The counterpart, Ultra Class Megatron, transformed much more intricately but contained a smaller number of gimmicks.  Water squirter!  Hip-launchers!  The end.  

Optimus Primal actually got most of his toy's gimmickry enshrined forever on the television show, so he's always gonna feel like he needs that stuff to be complete.  And so Kingdom Optimus Primal retains the over-the-shoulder launchers, the forearm cannons (on both forearms, like in the show), and two swords.  The skull-faced thingy is actually the head of Paleotrex, but it's available, which is honestly surprising.  (The skull mace didn't come with the first Masterpiece Optimus Primal, since that wasn't a weapon used on the show, but did come with the anime-colored redeco.)  

Unlike Kingdom Blackarachnia, Kingdom Optimus Primal doesn't take many cues from his respective Masterpiece toy.  It transforms closer to the original, as there's no flipping the chest piece out of the stomach or any of the creative mass-adjustment with the legs.  And like the other Beast Wars characters in Kingdom, Primal's beast mode attempts to achieve a look closer to animal realism rather than recreate the CGI animal models, and so he's all fluffed and hairied up.  One advantage to being able to Do Things Differently is that Optimus Primal's white/red robot biceps can actually be covered up by his gorilla shoulder pads!  Usually there's a tiny bit peeking out, even on the Masterpiece.  (The Masterpiece's shoulderpads have to be a Certain Shape in order to achieve robot show accuracy, and it's not very optimal for covering up robot parts when folded down.)  

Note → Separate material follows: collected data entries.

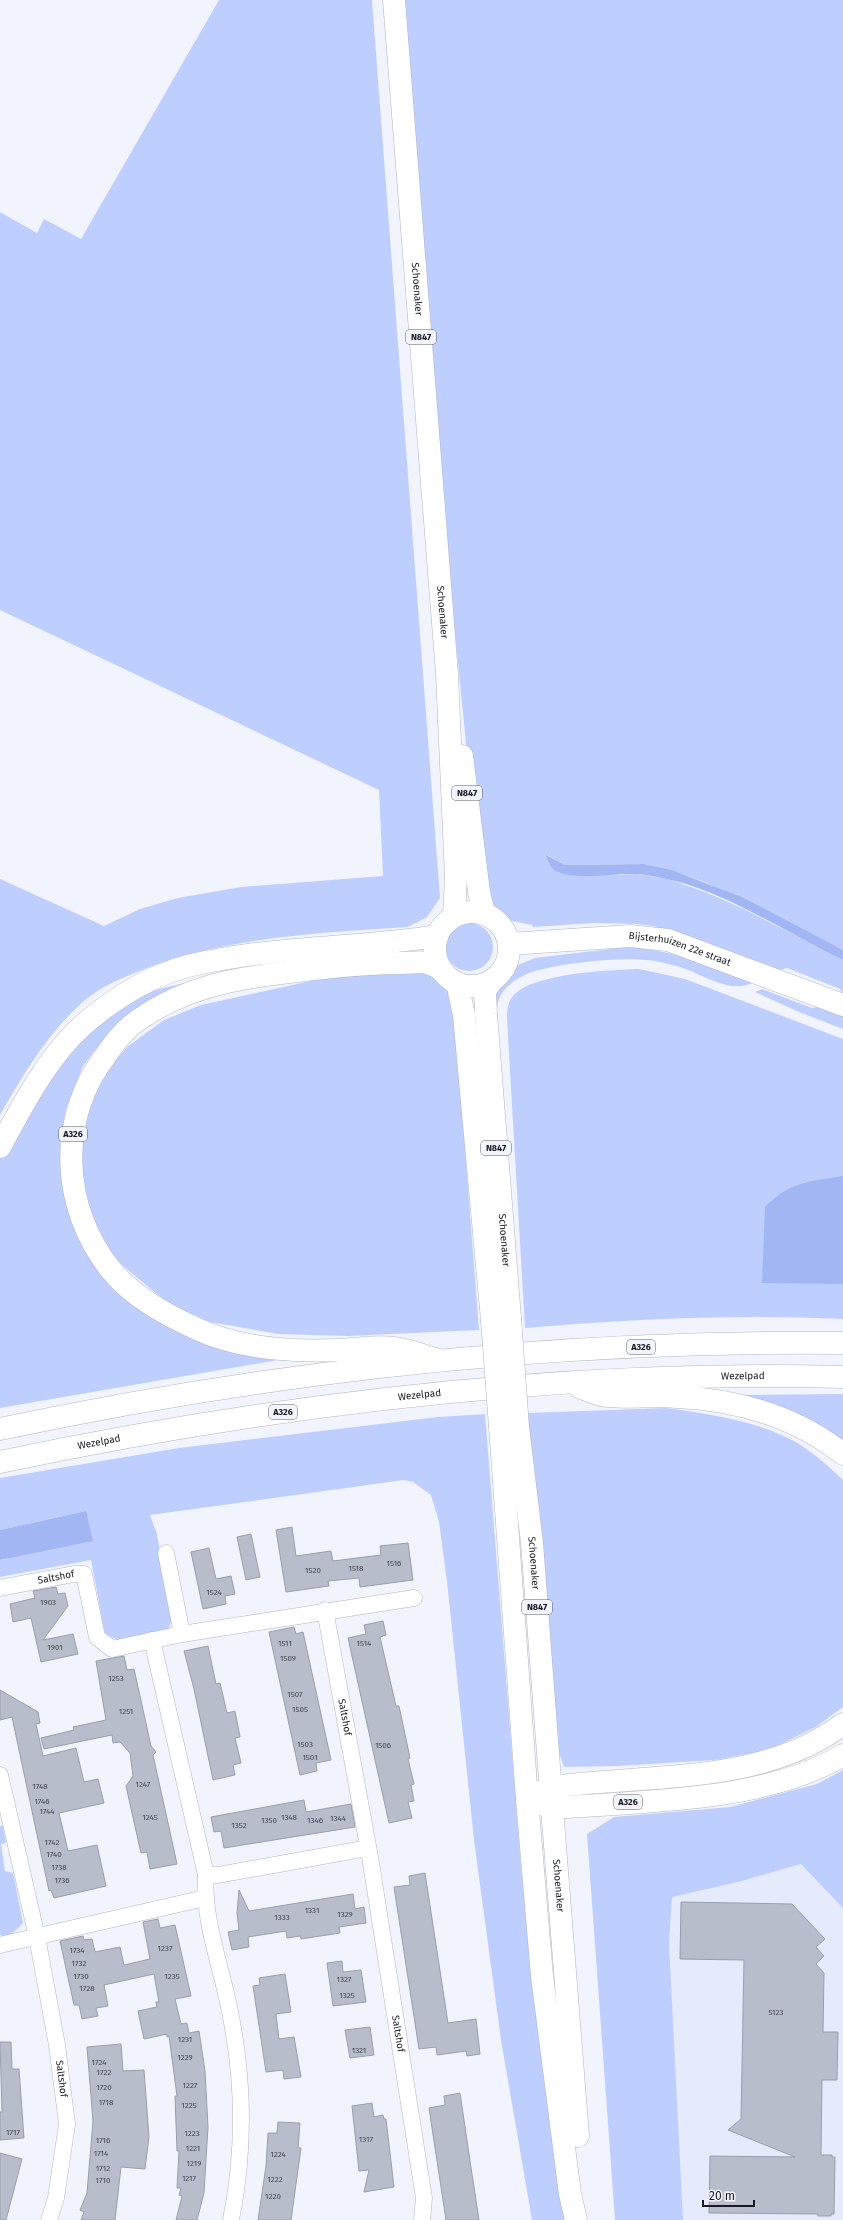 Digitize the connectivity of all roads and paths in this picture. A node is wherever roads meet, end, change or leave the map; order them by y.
1 (394, 0) edge
2 (447, 674) junction
3 (484, 914) junction
4 (454, 916) junction
5 (437, 936) junction
6 (509, 944) junction
7 (440, 968) junction
8 (492, 980) junction
9 (457, 983) junction
10 (843, 1005) edge
11 (0, 1147) edge
12 (501, 1319) junction
13 (843, 1343) edge
14 (439, 1360) junction
15 (843, 1376) edge
16 (569, 1383) junction
17 (509, 1427) junction
18 (0, 1429) edge
19 (843, 1454) edge
20 (0, 1462) edge
21 (166, 1553) dead end
22 (0, 1588) edge
23 (414, 1598) dead end
24 (325, 1610) junction
25 (182, 1634) junction
26 (152, 1640) junction
27 (843, 1724) edge
28 (843, 1755) edge
29 (0, 1775) edge
30 (551, 1798) junction
31 (527, 1800) junction
32 (368, 1848) junction
33 (206, 1875) junction
34 (205, 1898) junction
35 (37, 1937) junction
36 (0, 1945) edge
37 (49, 2220) edge
38 (231, 2220) edge
39 (422, 2220) edge
40 (576, 2220) edge
41 (580, 2220) edge

1 - 2 main road, Schoenaker / N847
2 - 3 main road, Schoenaker / N847
2 - 4 main road, Schoenaker / N847
3 - 4 main road
3 - 6 main road
4 - 5 main road
5 - 7 main road
5 - 11 main road
6 - 8 main road, N847
6 - 10 main road, Bijsterhuizen 22e straat
7 - 9 main road
7 - 14 main road, A326
8 - 9 main road
8 - 12 main road, Schoenaker / N847
9 - 12 main road, Schoenaker / N847
12 - 17 main road, Schoenaker / N847, bridge
13 - 14 main road, A326
14 - 18 main road, A326
15 - 16 main road, Wezelpad / A326
16 - 19 main road, A326
16 - 20 main road, Wezelpad / A326
17 - 30 main road, Schoenaker / N847
17 - 31 main road, Schoenaker / N847
21 - 25 street
22 - 26 street, Saltshof
23 - 24 street, Saltshof
24 - 25 street, Saltshof
24 - 32 street, Saltshof
25 - 26 street, Saltshof
26 - 33 street
27 - 30 main road, A326
28 - 30 main road, A326
29 - 35 street, Saltshof
30 - 31 main road, A326
30 - 41 main road, Schoenaker / N847
31 - 40 main road, Schoenaker / N847
32 - 33 street
32 - 39 street, Saltshof
33 - 34 street
34 - 35 street
34 - 38 street
35 - 36 street
35 - 37 street, Saltshof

As a result, Kingdom Optimus Primal has a better-than-usual gorilla mode.  Except for a stripe of white robot thigh unhidden along the torso, you've only got the robot feet (behind the gorilla legs) and the hinges of the shoulder launchers left peeking out.  The gorilla mode has two official stances -- An all-fours mode in which the toy folds together to create a gorilla with a more naturalistic sagging curve to the torso, and a standing mode which you can achieve by untransforming the legs a little and folding the knees differently.  

I did have one annoying problem when transforming him.  Primal's thighs are painted white over black, and painting white over black requires... a thicker strata of paint than usual?  And so while trying to wiggle his legs into position under the slab of gorilla back, I apparently tore a bit of the white paint off.  I was a bit cheesed!  I'd had the toy for like three seconds.  I was able to grab my own white paint and fix what I'd wrought, but still, be careful.  Make sure you aren't dragging any sharp surfaces over those thighs when you transform him. 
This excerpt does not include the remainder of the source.